Last week, technology and consulting firm IBM (Armonk, N.Y., U.S.A.) unveiled findings from its "2011 IBM Global Utility Consumer Survey" which revealed that many consumers around the globe did not know what a smart grid was, as well as did not understand the basic unit of electricity pricing and other energy concepts used by energy providers. IBM surveyed more than 10,000 people across 15 countries to explore the wants and needs of energy consumers worldwide.
According to a new report by market research and consulting firm Pike Research (Boulder, Colo., U.S.A.), by 2017 it is forecasted that more than 1.5 million Electric Vehicle (EV) charging stations will be available in the United States, with a total of 7.7 million locations worldwide. The research firm anticipates that increasing demand for charge points will be driven in part by a rapid decline in electric vehicle supply equipment (EVSE) prices, which will require manufacturers to adapt their business models as volumes continue to increase.
A new telestroke program at Memorial University Medical Center (MUMC) (Savannah, Ga., U.S.A.) is providing stroke assistance in rural regions of Georgia. Utilizing real-time audio and video conferencing, neurologists at MUMC can assess a patient and communicate treatment plans with doctors in regions that do not have a neurologist available, says the hospital.
According to an MUMC spokesperson, the program anticipates performing about 100 acute patient consults a year with further growth in the future.

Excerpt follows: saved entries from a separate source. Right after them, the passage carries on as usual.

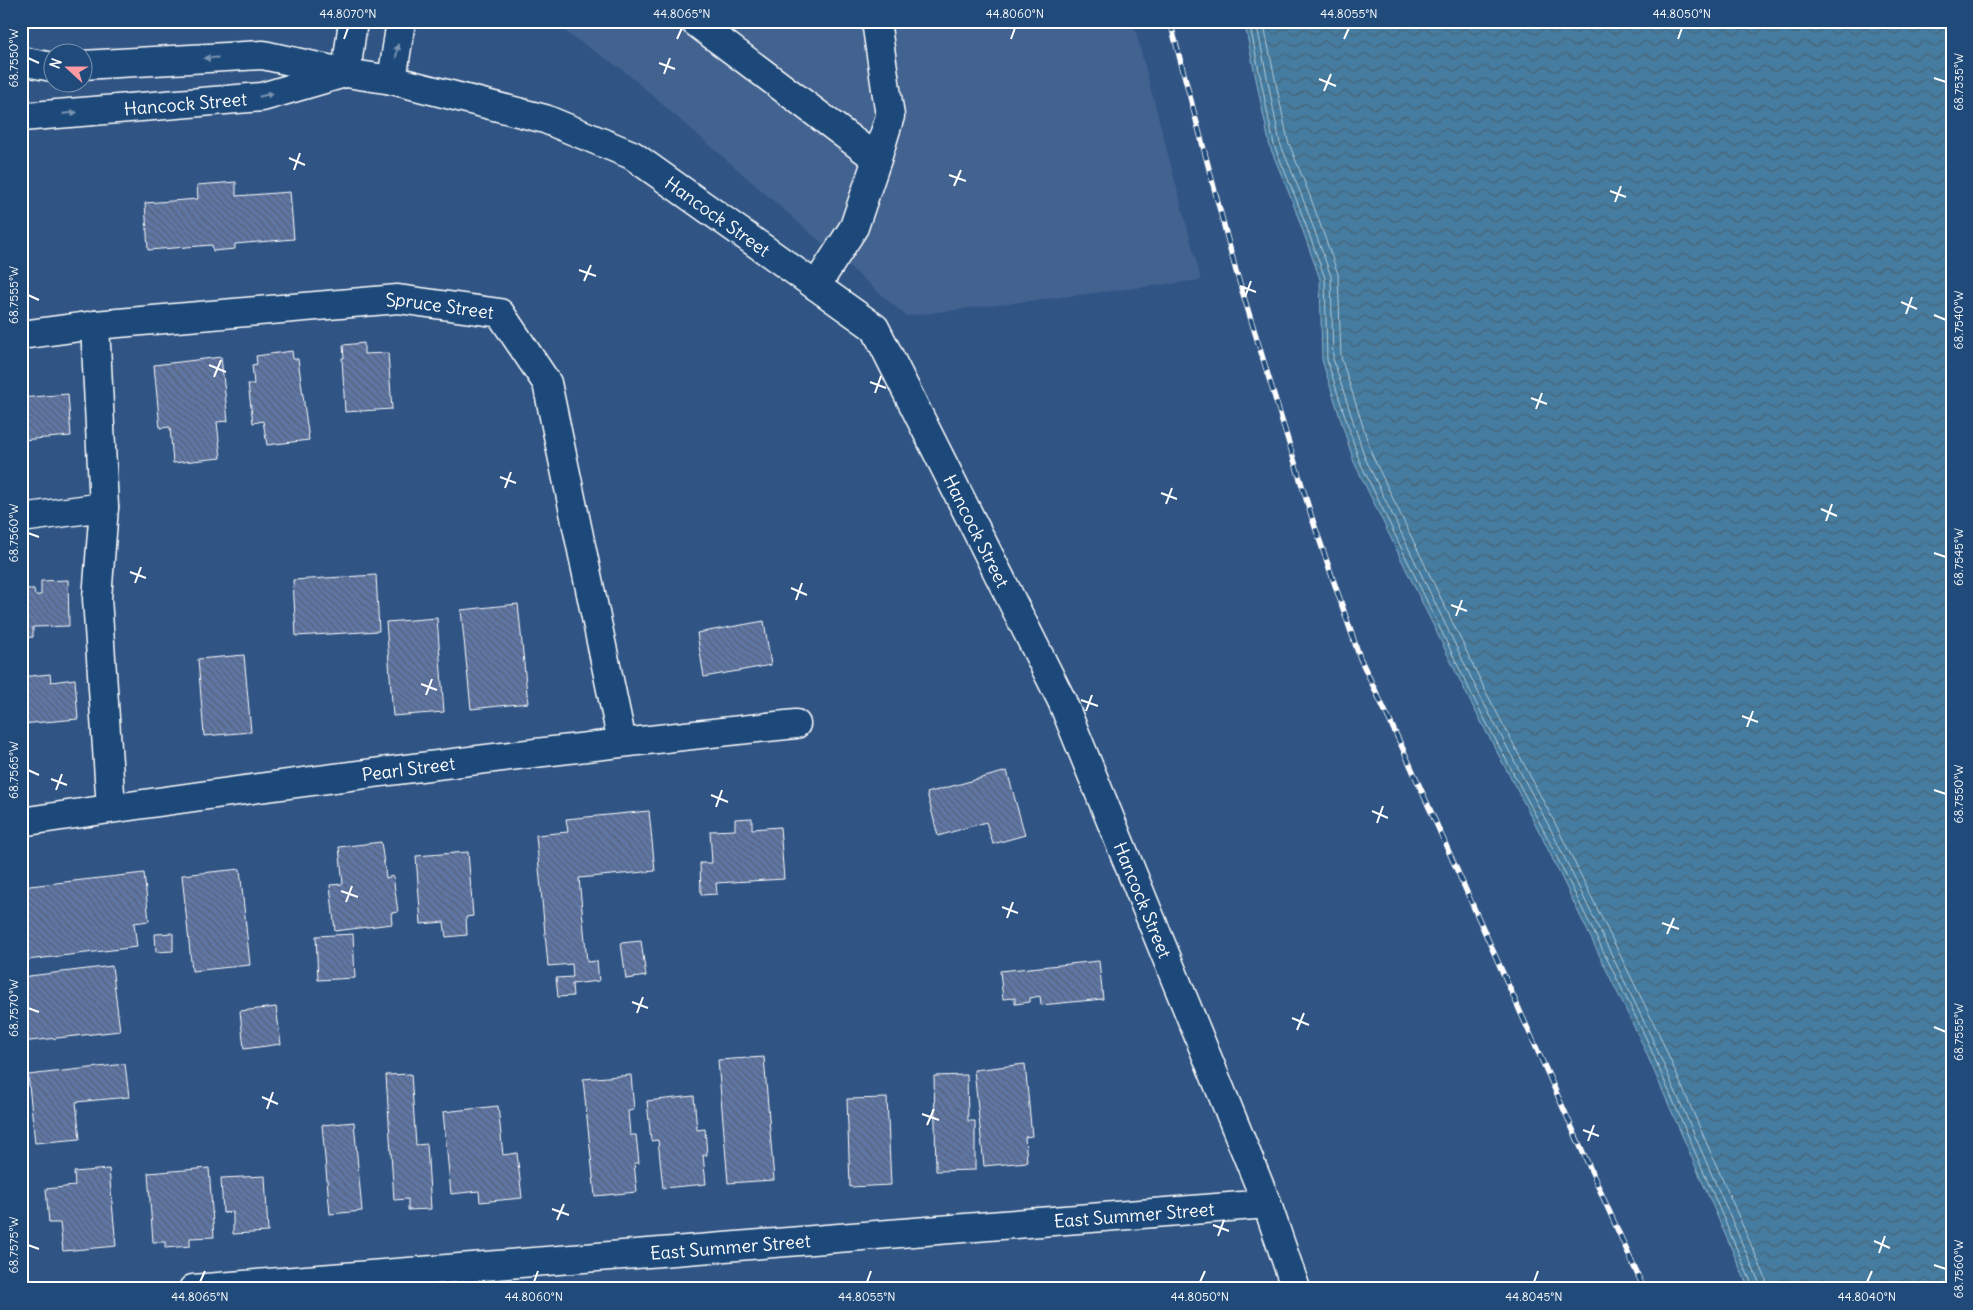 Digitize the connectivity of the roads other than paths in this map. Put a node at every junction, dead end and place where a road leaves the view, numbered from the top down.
1 (353, 21) edge
2 (401, 21) edge
3 (694, 21) edge
4 (876, 21) edge
5 (21, 60) edge
6 (42, 65) edge
7 (92, 65) edge
8 (42, 68) edge
9 (21, 69) edge
10 (346, 73) junction
11 (392, 80) junction
12 (21, 117) edge
13 (877, 159) junction
14 (816, 286) junction
15 (95, 325) junction
16 (21, 335) edge
17 (104, 507) junction
18 (21, 518) edge
19 (796, 724) dead end
20 (622, 742) junction
21 (111, 808) junction
22 (21, 822) edge
23 (1267, 1204) junction
24 (193, 1289) edge
25 (1296, 1289) edge

1 - 10 street
11 -> 2 street
3 - 13 street
4 - 13 street
5 - 6 street
10 -> 7 street, Hancock Street
8 - 9 street
10 - 11 street, Hancock Street
12 -> 10 street, Hancock Street
11 - 14 street, Hancock Street
13 - 14 street
14 - 23 street, Hancock Street
15 - 16 street, Spruce Street
15 - 17 street
15 - 20 street, Spruce Street
17 - 18 street
17 - 21 street
19 - 20 street, Pearl Street
20 - 21 street, Pearl Street
21 - 22 street, Pearl Street
23 - 24 street, East Summer Street
23 - 25 street, Hancock Street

TomTom (Amsterdam, Netherlands), a manufacturer of automotive navigation systems, on Monday announced the launch of a portable navigation device with a suite of travel applications including real-time traffic updates.
The connected TomTom GO LIVE 1535M device combines road and traffic information from TomTom HD Traffic with travel-related applications to give people information needed to navigate more efficiently, according to the company. The device will be available starting in October and will cost $249.
SK Telecom (Seoul, South Korea), the top mobile carrier in South Korea, said on Monday it beat rival KT Corp in an auction for the license for the 1.8 GHz spectrum band for $920 million, more than double the initial bid price.
The auction for the so-called "golden spectrum" for next generation Long Term Evolution (LTE) services was hotly contested by the two mobile operators struggling to grab a bigger share of the growing smartphone market.
On Wednesday Ericsson (Stockholm, Sweden) announced it had completed the asset purchase agreement to acquire Telenor Connexion's (Stockholm, Sweden) M2M technology platform, previously announced on April 19, 2011. The acquisition follows Ericsson's ambition to participate in the market for M2M communication, adding ten employees that are being transferred as part of the deal, says the company.
Ericsson's M2M service, the Device Connection Platform, offers telecom operators a way to set up M2M services for enterprise customers, according to Ericsson.
AT&T Inc (Dallas, Texas, U.S.A.) said on Wednesday that the U.S. Federal Communications Commission (FCC) has requested more information about its acquisition of T-Mobile in relation to its commitment to expand high-speed wireless services to 97% of all Americans.
"Requests from the FCC staff for additional information are to be expected given the detailed review they are undertaking," AT&T spokesman Michael Balmoris said.
On Wednesday, Steve Jobs resigned as Chief Executive of Apple Inc (Cupertino, Calif., U.S.A.) without specifying a reason. Tim Cook, the company's Chief Operating Officer, who has been standing in for Jobs during his medical leave, has been named the new CEO. Jobs will serve as Chairman.
Jobs has spent 14 years as CEO at Apple, a company he brought back from the brink of bankruptcy and turned into the world's largest technology corporation.
The telecom industry has undergone drastic changes over the last few decades, from a service only able to deliver voice capabilities, to a service where voice is one of a large number of features delivered across a network. These changes have accumulated to the point where another major change is imminent, a change to an all-IP (Internet Protocol) infrastructure. This change is already happening, but with TDM (Time Division Multiplexing) technology still being used for the majority of phone calls today, it may be further away than first anticipated.
On Tuesday, it was reported that Sprint Nextel (Overland Park, Kan., U.S.A.) would begin selling the next version of the Apple Inc (Cupertino Calif., U.S.A.) iPhone in mid-October, making it the third U.S. telecom provider to distribute the smartphone.
Last week, another major telecom provider reported talks with Apple over potentially selling the iPhone. China Mobile (Beijing, China) said it would like to start selling the iPhone soon to accelerate uptake of high-end 3G services as it reported first-half profit at the top end of expectations.